Revenue dipped to $21.1 billion for the three months ended March 31 from $21.45 billion a year ago but topped the $20.4 billion average analyst estimate on Capital IQ. Earnings per share dropped to $1.58 from $2.19 but beat the Street's $1.17 view.
The 2% decline in revenue reflects the divestiture of Citigroup's ( C ) India consumer business last year. Excluding that impact, sales climbed 3% on an annual basis, with gains driven across banking, US personal banking and services, partially offset by declines in markets and wealth, respectively. Investment banking soared 35% year over year as improved market sentiment led to higher debt and equity issuances.
"Services continues to perform well and generate very attractive returns," Chief Executive Jane Fraser said in a statement. "Markets bounced back from a tough final quarter in (2023) with good client activity in equities and spread products. The rebound in Banking gained speed where near-record levels of investment grade debt issuance helped increase revenues by 49%."
Net interest income edged up 1% year over year to $13.51 billion but was short of the $13.62 billion market view, according to Capital IQ data. Citigroup's ( C ) provision for credit losses on loans jumped 39% from the first quarter of 2023 to $2.42 billion.
Operating expenses grew 7%, reflecting $258 million in "repositioning costs" largely related to efficiency efforts and an incremental $251 million special assessment fee to the FDIC to help the regulator recover losses tied to bank failures last year. During the first quarter, Citigroup ( C ) executed a total headcount reduction of roughly 7,000. The bank reiterated its expectation that restructuring efforts will result in $2 billion to $2.5 billion of annualized run rate savings over the medium term.

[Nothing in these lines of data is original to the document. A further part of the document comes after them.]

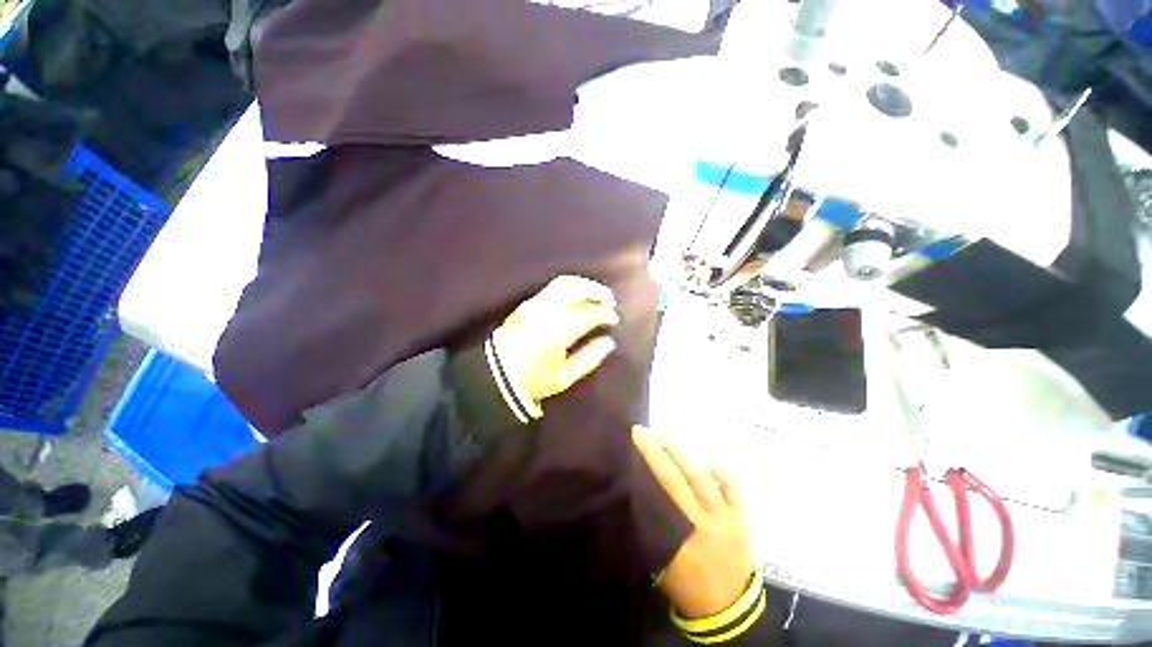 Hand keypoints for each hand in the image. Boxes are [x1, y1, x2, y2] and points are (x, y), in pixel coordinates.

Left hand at [492, 275, 618, 405]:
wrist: (498, 375)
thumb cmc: (534, 380)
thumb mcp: (565, 377)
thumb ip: (590, 358)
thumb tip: (609, 342)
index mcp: (557, 332)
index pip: (588, 314)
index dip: (605, 314)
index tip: (614, 319)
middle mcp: (546, 312)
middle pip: (576, 289)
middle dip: (597, 291)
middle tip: (610, 300)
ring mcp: (534, 305)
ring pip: (564, 283)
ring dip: (584, 285)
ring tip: (596, 294)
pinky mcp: (527, 304)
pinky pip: (553, 288)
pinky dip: (571, 287)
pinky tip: (578, 297)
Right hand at [632, 425, 754, 618]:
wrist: (729, 610)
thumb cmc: (688, 585)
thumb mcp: (661, 564)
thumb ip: (653, 531)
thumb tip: (639, 496)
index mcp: (680, 540)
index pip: (658, 495)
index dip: (646, 468)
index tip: (634, 447)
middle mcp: (702, 524)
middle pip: (675, 480)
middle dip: (656, 452)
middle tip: (642, 432)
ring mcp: (725, 519)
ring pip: (701, 478)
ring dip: (680, 454)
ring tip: (664, 437)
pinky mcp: (742, 518)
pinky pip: (732, 487)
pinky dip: (720, 472)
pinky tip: (707, 464) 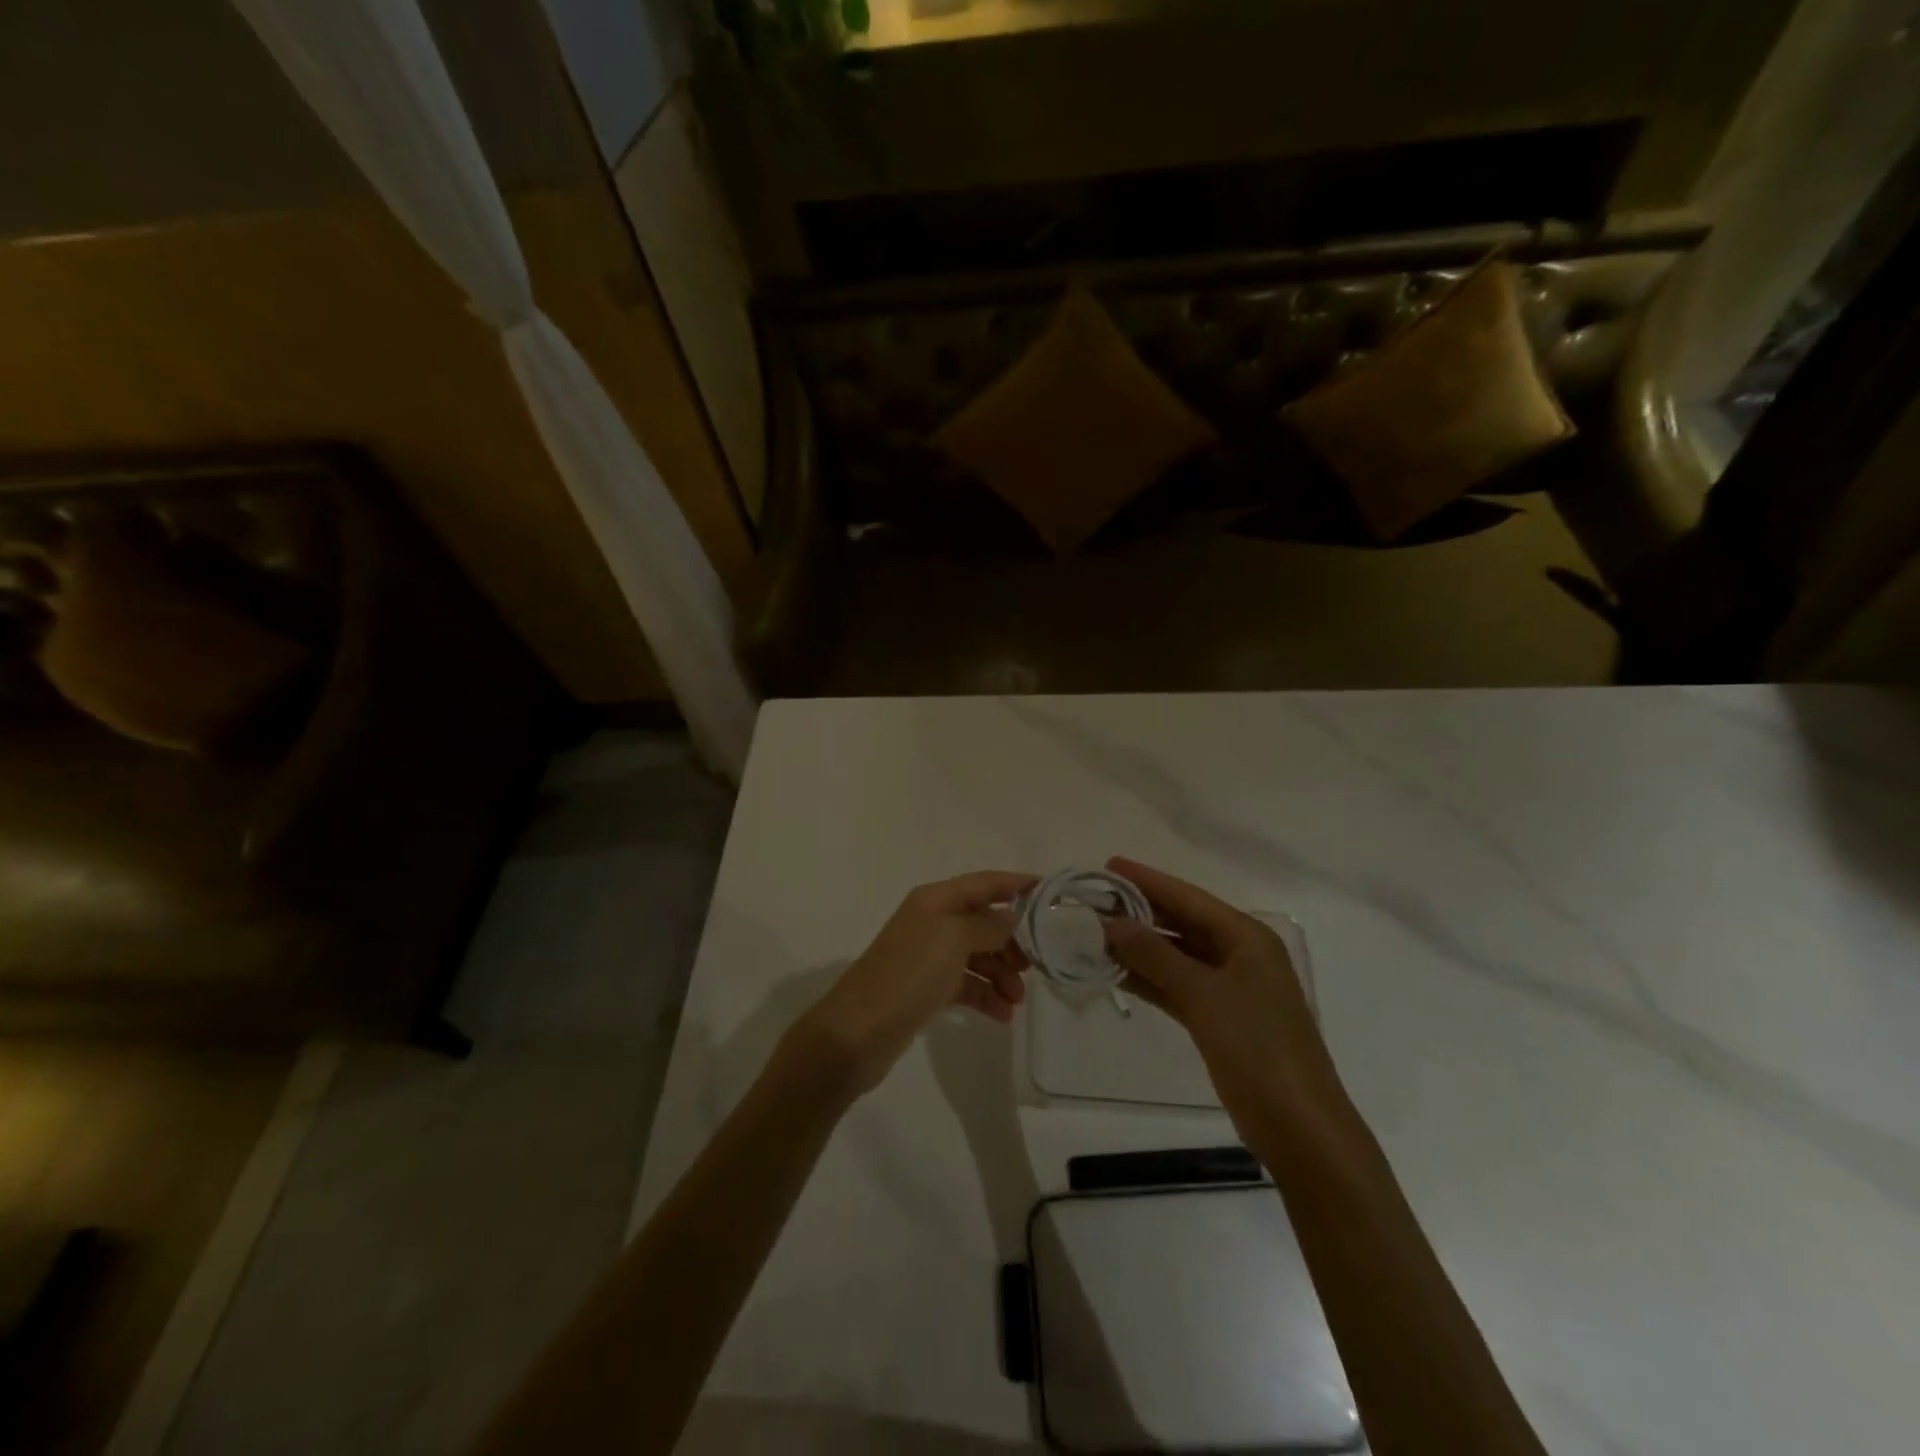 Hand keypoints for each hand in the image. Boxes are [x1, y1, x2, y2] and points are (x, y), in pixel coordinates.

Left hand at [792, 871, 1035, 1095]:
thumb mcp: (953, 939)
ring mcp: (929, 957)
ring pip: (978, 956)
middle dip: (1012, 940)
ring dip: (1002, 974)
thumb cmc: (909, 974)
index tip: (1048, 891)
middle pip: (983, 921)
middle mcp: (932, 922)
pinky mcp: (927, 989)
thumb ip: (987, 925)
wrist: (859, 1031)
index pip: (984, 883)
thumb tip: (1010, 918)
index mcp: (936, 900)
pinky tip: (1003, 1015)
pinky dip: (986, 996)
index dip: (1015, 883)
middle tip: (1035, 964)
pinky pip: (966, 985)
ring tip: (1017, 999)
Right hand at [1102, 856, 1339, 1138]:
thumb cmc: (1257, 1048)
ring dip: (1139, 948)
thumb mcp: (1203, 995)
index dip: (1148, 880)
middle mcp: (1239, 955)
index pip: (1189, 898)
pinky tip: (1115, 973)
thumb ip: (1156, 955)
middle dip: (1139, 913)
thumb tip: (1113, 922)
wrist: (1299, 1127)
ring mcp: (1230, 989)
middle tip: (1093, 900)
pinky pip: (1176, 987)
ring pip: (1176, 956)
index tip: (1108, 866)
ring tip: (1093, 934)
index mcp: (1247, 938)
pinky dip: (1148, 980)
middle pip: (1182, 923)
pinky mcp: (1219, 1019)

"Last month marked the end to the organizational simplification we announced in September," Fraser said. "The result is a cleaner, simpler management structure that fully aligns to and facilitates our strategy."
Citigroup ( C ) continues to forecast full-year revenue of $80 billion to $81 billion and expenses in the $53.5 billion to $53.8 billion range in the ongoing year. The Street was modeling for 2024 revenue of $80.15 billion.